Problem description: Filter the records below for the word "Trade". Keep each line that has it.
[[ Raw data, beginning ]]
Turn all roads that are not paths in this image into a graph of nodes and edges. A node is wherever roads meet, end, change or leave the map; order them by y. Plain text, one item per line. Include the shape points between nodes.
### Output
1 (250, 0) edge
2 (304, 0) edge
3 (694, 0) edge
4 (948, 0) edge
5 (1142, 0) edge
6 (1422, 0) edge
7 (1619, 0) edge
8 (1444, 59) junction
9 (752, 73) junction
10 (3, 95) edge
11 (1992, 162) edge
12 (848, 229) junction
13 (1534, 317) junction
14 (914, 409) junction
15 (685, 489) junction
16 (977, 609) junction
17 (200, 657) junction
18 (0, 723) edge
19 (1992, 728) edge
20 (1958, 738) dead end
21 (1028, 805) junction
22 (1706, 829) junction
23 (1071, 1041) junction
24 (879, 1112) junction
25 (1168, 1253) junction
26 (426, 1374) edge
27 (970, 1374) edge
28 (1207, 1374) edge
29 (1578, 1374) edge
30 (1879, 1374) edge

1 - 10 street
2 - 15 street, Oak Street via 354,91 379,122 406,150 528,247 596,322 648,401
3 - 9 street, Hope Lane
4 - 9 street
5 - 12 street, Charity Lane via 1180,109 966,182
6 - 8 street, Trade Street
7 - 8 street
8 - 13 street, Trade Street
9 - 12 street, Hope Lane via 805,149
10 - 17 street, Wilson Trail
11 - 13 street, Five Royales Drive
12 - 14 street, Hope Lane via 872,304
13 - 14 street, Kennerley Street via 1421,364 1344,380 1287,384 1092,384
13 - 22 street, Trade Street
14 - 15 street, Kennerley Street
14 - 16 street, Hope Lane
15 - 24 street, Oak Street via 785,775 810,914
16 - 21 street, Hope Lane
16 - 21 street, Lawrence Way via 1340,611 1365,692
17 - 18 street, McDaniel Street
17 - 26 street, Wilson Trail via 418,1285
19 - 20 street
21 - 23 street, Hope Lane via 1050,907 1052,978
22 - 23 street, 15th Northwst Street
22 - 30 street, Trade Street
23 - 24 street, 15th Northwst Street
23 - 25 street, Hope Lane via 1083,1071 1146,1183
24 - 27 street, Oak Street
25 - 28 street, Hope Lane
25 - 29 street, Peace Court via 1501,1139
[[ Raw data, end ]]
Result of this exercise:
6 - 8 street, Trade Street
8 - 13 street, Trade Street
13 - 22 street, Trade Street
22 - 30 street, Trade Street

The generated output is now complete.